From c3c64a7dd50ee0f25dd94eb1d1b645e0352471ec Mon Sep 17 00:00:00 2001
From: avogar <avogar@clickhouse.com>
Date: Fri, 28 Jul 2023 11:40:05 +0000
Subject: [PATCH 2/4] Fix

---
 .../Impl/CustomSeparatedRowInputFormat.cpp       |  5 ++++-
 .../Formats/RowInputFormatWithNamesAndTypes.cpp  |  3 ++-
 ...ats_with_variable_number_of_columns.reference | 16 ++++++++++++++++
 ...4_formats_with_variable_number_of_columns.sql |  4 ++++
 4 files changed, 26 insertions(+), 2 deletions(-)

diff --git a/src/Processors/Formats/Impl/CustomSeparatedRowInputFormat.cpp b/src/Processors/Formats/Impl/CustomSeparatedRowInputFormat.cpp
index 8f8e12e3c2a..ff3d6d49199 100644
--- a/src/Processors/Formats/Impl/CustomSeparatedRowInputFormat.cpp
+++ b/src/Processors/Formats/Impl/CustomSeparatedRowInputFormat.cpp
@@ -139,7 +139,10 @@ void CustomSeparatedFormatReader::skipRowBetweenDelimiter()

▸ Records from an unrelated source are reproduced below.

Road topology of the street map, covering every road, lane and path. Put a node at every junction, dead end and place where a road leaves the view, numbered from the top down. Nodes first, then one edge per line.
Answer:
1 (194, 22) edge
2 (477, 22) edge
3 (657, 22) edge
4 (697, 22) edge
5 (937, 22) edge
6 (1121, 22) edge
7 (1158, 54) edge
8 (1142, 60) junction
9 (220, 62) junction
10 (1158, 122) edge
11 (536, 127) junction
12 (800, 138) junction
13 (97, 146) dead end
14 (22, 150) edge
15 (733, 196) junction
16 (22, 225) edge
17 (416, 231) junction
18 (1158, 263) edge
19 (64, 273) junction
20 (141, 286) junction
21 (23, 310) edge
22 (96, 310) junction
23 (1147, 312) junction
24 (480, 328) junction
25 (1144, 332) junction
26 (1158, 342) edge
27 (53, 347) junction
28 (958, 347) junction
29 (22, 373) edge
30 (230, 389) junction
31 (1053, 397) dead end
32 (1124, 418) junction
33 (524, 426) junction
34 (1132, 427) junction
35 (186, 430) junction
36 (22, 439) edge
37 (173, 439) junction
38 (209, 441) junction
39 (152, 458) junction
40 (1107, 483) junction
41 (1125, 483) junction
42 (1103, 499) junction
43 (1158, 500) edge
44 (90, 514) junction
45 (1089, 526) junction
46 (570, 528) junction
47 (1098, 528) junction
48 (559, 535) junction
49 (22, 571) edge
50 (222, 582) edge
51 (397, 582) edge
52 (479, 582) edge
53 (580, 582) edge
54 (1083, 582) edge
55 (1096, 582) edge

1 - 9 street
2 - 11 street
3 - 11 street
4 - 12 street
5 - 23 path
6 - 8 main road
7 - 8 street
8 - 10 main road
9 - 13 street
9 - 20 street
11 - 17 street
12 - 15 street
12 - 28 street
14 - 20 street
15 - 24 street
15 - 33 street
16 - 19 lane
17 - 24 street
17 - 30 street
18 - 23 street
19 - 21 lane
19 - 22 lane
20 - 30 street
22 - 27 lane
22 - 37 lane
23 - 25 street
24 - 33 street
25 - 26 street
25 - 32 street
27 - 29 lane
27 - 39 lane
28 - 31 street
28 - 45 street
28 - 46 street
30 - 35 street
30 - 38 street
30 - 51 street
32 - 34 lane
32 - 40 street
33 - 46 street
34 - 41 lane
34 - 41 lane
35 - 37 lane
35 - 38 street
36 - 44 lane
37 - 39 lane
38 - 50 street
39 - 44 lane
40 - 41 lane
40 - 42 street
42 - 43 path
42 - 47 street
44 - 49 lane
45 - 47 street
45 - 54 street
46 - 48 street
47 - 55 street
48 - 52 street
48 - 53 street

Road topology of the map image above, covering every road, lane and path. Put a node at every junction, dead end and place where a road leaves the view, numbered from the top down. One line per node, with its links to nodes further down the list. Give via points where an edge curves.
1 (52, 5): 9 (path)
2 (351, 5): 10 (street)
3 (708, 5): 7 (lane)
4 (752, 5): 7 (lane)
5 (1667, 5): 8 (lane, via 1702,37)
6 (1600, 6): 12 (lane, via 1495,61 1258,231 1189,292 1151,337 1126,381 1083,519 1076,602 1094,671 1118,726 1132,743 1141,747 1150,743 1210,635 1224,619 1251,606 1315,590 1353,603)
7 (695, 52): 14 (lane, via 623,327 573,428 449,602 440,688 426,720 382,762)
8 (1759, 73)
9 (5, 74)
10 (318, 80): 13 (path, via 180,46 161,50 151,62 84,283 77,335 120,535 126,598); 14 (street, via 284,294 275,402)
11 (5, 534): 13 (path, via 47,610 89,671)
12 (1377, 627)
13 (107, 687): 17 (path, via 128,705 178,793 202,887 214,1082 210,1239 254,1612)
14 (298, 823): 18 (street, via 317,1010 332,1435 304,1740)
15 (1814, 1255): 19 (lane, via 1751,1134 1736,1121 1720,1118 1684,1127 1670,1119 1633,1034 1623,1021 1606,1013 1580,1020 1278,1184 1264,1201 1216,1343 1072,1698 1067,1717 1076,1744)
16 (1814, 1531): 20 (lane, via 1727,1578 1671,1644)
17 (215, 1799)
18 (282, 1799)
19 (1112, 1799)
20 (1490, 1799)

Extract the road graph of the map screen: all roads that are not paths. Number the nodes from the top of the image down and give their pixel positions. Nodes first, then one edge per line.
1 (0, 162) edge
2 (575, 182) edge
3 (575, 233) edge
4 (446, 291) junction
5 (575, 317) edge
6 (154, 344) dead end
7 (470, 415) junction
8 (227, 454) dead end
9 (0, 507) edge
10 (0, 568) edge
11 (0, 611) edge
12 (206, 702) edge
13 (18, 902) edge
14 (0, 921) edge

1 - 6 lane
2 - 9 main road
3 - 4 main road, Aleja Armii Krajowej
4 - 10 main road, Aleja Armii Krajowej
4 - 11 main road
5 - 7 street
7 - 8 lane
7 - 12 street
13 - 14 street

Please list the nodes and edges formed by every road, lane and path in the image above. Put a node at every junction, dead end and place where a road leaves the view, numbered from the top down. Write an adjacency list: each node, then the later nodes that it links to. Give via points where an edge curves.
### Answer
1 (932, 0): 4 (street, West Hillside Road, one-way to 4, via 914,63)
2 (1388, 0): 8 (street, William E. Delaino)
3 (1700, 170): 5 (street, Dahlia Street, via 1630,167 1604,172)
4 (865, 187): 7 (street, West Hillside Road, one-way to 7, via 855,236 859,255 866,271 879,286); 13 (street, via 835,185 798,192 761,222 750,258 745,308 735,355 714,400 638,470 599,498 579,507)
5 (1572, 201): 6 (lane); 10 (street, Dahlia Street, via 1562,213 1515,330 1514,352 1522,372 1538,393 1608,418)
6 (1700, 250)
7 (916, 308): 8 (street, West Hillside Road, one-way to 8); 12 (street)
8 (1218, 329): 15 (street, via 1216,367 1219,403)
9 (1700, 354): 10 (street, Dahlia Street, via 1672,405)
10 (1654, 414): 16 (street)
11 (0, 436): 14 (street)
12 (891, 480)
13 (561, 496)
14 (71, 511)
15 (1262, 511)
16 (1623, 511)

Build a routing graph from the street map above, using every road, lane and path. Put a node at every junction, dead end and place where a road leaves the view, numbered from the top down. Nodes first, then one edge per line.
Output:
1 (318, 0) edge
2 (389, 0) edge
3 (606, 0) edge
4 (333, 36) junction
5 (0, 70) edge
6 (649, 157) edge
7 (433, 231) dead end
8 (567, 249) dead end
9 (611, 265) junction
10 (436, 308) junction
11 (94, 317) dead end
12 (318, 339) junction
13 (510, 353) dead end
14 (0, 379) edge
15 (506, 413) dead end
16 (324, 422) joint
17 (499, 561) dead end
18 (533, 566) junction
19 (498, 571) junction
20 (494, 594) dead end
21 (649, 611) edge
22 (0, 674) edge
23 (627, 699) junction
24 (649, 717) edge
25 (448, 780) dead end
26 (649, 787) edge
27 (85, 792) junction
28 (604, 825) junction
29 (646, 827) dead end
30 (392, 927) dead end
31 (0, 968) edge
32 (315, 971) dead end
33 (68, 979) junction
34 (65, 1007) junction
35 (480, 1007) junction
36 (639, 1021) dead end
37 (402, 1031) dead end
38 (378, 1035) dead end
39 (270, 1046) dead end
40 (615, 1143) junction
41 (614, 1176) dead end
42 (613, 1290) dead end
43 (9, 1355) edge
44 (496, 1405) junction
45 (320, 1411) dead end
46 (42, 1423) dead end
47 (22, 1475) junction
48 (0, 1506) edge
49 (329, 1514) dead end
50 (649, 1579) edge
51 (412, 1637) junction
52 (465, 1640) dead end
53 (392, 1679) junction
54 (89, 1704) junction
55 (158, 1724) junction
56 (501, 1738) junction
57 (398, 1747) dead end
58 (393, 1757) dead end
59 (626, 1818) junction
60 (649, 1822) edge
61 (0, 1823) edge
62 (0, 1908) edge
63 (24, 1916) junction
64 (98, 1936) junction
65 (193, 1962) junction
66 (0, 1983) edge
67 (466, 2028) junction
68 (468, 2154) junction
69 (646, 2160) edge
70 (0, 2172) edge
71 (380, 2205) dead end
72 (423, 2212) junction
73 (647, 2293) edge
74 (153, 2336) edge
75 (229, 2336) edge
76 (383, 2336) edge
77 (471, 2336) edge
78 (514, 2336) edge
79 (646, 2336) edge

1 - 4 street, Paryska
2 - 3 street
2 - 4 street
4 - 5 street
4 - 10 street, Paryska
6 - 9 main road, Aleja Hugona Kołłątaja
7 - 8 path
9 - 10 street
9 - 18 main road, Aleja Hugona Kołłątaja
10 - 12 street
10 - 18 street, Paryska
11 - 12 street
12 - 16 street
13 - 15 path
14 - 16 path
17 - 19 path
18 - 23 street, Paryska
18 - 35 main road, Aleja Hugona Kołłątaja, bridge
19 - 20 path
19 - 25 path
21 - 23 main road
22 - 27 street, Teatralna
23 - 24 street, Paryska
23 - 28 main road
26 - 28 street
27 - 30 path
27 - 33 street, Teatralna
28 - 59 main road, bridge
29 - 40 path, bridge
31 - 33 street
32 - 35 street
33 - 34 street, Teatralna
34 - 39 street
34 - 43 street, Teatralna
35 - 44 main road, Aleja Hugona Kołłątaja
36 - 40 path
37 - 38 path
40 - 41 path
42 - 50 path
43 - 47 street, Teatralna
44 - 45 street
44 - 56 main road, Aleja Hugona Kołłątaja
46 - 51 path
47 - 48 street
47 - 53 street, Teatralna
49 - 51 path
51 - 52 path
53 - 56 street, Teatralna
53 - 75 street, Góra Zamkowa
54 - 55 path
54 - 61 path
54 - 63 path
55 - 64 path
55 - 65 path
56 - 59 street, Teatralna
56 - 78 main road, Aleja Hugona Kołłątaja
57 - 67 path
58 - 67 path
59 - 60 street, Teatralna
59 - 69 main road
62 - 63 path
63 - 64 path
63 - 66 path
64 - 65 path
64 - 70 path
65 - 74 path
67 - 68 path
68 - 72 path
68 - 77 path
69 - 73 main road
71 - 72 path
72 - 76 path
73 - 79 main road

 void CustomSeparatedFormatReader::skipField()
 {
     skipSpaces();
-    skipFieldByEscapingRule(*buf, format_settings.custom.escaping_rule, format_settings);
+    if (format_settings.custom.escaping_rule == FormatSettings::EscapingRule::CSV)
+        readCSVFieldWithTwoPossibleDelimiters(*buf, format_settings.csv, format_settings.custom.field_delimiter, format_settings.custom.row_after_delimiter);
+    else
+        skipFieldByEscapingRule(*buf, format_settings.custom.escaping_rule, format_settings);
 }
 
 bool CustomSeparatedFormatReader::checkForEndOfRow()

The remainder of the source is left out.